Die Verhängnisgestalt Erich Ludendorff

  • Harald Loch
  • Lesedauer: 3 Min.

Politische Biografien historischer Persönlichkeiten bieten die Gelegenheit, eine bereits erforschte Epoche, dem Faden eines Lebenslaufs folgend, neu zu erzählen. Dabei eröffnen sich gelegentlich sich andere Perspektiven, die auch genauere Urteile über die allgemeine Entwicklung der Zeit ermöglichen. Erich Ludendorff (1865 – 1937) ist in dieser Hinsicht eine dankbare Figur. Manche sehen in ihm den mächtigsten Mann im Deutschen Reich zwischen Bismarck und Hitler, und einige halten ihn für den Erfinder des »totalen Krieges«. Sein Biograf aus Dresden, der Historiker Manfred Nebelin, bezeichnet ihn als »Diktator im Ersten Weltkrieg«. Der Autor zeichnet zunächst die militärische Karriere des »Musteroffiziers« der preußischen Armee nach, der schon in jungen Jahren verantwortungsvolle Aufgaben im Generalstab übernahm. Angesichts des von der militärischen Führung mit Sicherheit erwarteten Krieges hatte Ludendorff schon Jahre vor dessen Ausbruch eine drastische Heraufsetzung der Friedensstärke des Heeres gefordert, sich aber mit seinen Denkschriften bei der politischen Führung des Reiches nicht durchsetzen können.

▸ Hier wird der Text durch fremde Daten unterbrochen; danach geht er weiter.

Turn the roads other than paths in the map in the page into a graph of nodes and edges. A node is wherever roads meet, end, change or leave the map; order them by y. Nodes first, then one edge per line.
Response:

Die Machtkämpfe zwischen Militär und Politik beherrschen bis zum Ende des Ersten Weltkrieges das verwirrende Erscheinungsbild des Deutschen Reiches. Ludendorff nahm hieran in der zweiten Kriegshälfte als »Erster Generalquartiermeister« neben Hindenburg in der Leitung der Obersten Heeresleitung (OHL) an hervorragender Position teil. Nach den militärischen Fehlschlägen im Westen waren die ersten beiden OHL abgelöst worden und das im Osten erfolgreiche Tandem Hindenburg/Ludendorff (Die »Sieger von Tannenberg«) als 3. OHL berufen worden. Aus dieser Stellung heraus erwirkte Ludendorff die Entmachtung der Reichsregierung, des Reichstages und letzten Endes auch des Kaisers, um die letzten wirtschaftlichen Ressourcen des Landes in den Dienst der Rüstungsproduktion zu mobilisieren. Politisch fatal war die geradezu erpresserische Durchsetzung des »uneingeschränkten U-Boot-Krieges«, der den Kriegseintritt der Vereinigten Staaten geradezu herausforderte.

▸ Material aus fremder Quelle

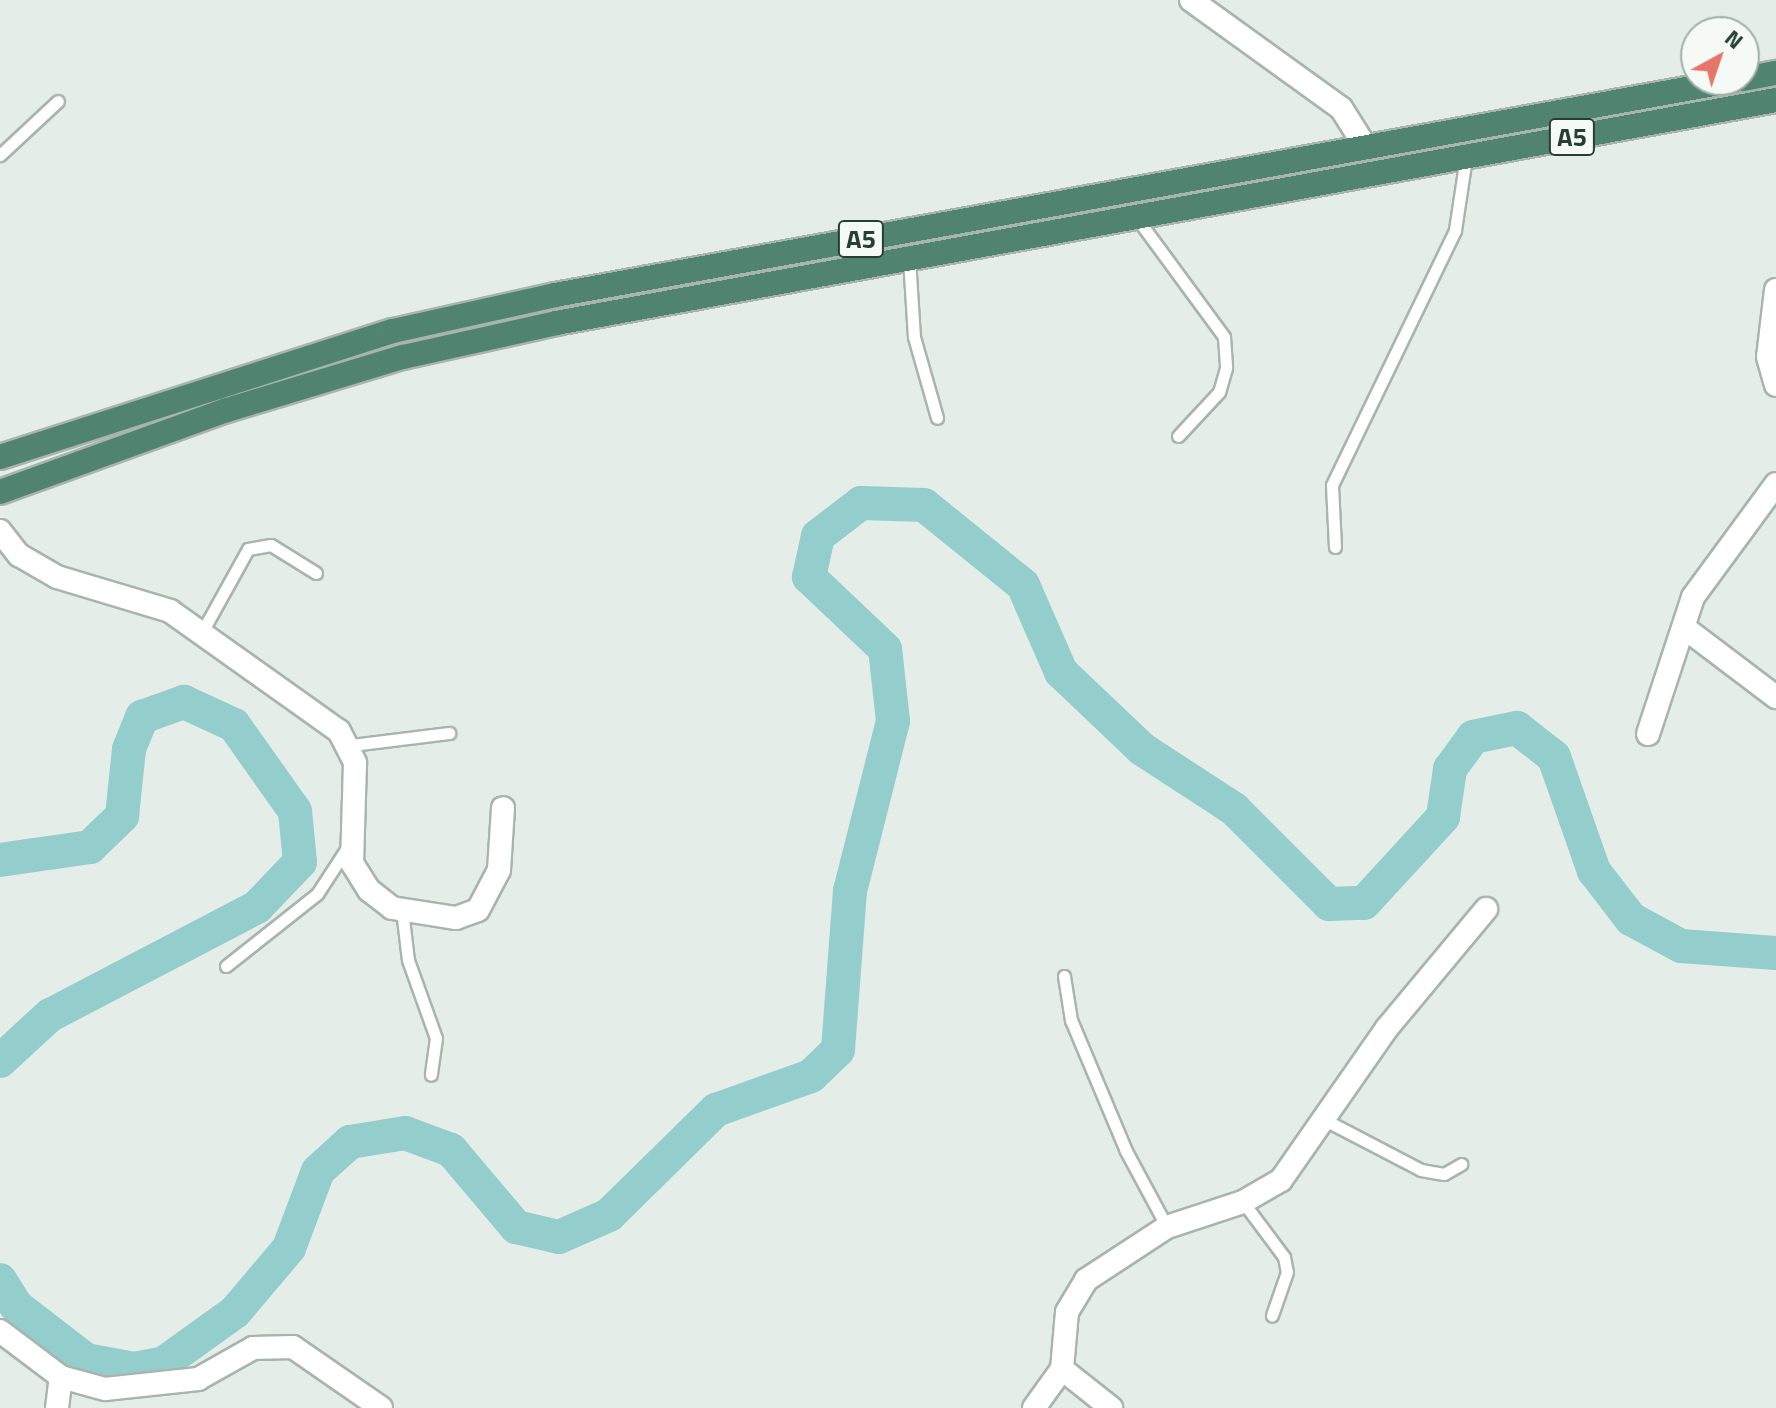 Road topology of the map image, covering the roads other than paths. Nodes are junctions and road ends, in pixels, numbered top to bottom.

Die Entwicklung auf den europäischen Kriegsschauplätzen, die Entmachtung der politischen Gremien, die fatalen militärischen und wirtschaftlichen Fehleinschätzungen und der ruhmlose Abgang Ludendorffs mit seiner aus Furcht vor strafrechtlicher Verfolgung als Kriegsverbrecher durch die Siegermächte erfolgten Flucht nach Schweden werden eingehend geschildert. Nebelin ist in seiner minutiösen Dargestellung allen Quellen nachgegangen und belegt seine Urteile mit einer Fülle von Zitaten. Das Fußnotenregister macht fast ein Viertel eines Buches aus.

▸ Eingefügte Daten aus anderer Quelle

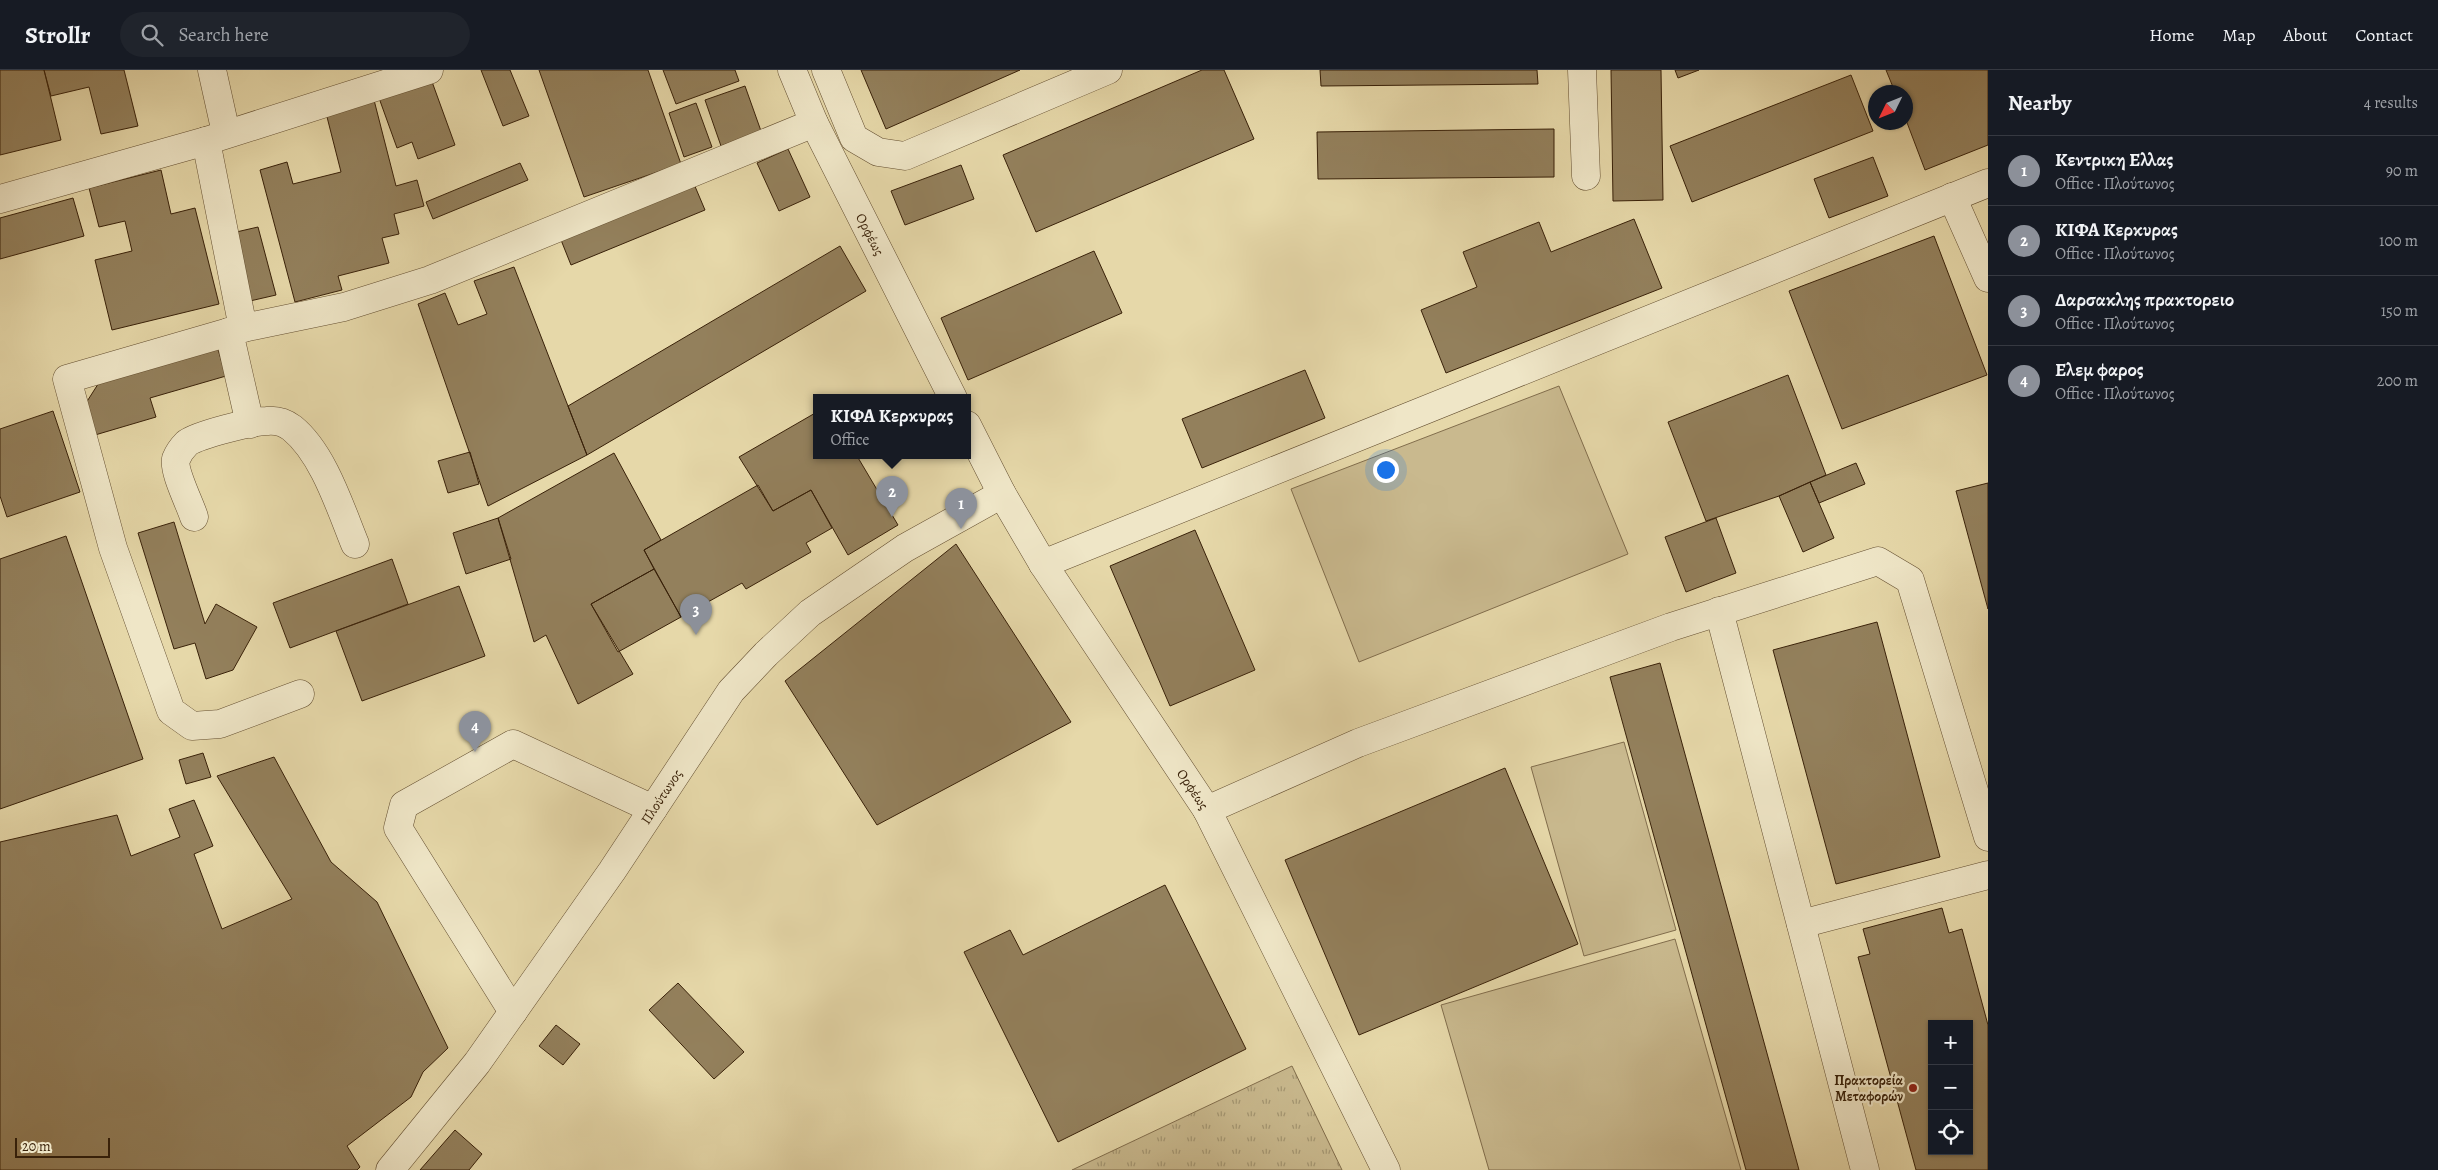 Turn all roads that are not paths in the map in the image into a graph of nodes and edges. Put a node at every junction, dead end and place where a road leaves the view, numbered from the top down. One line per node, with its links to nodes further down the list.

Was etwa Hans-Ulrich Wehler im 4. Band seiner »Deutschen Gesellschaftsgeschichte« über die Strukturprobleme im Deutschen Kaiserreich formuliert, wird von Nebelin an einer konkreten Person fest- und gleichsam »erfahrbar« gemacht. Die »Verhängnisgestalt« Ludendorff, auf die sich Hitler später publikumswirksam berief, gewinnt durch dieses Buch Konturen. Dem Lerser steht es anheim, das in Kriegszeiten so entscheidende Verhältnis zwischen Militär und Politik auf aktuelle Weise zu problematisieren.

Manfred Nebelin: Ludendorff. Diktator im Ersten Weltkrieg. Siedler, München 2011. 750 S., geb., 39,99 €.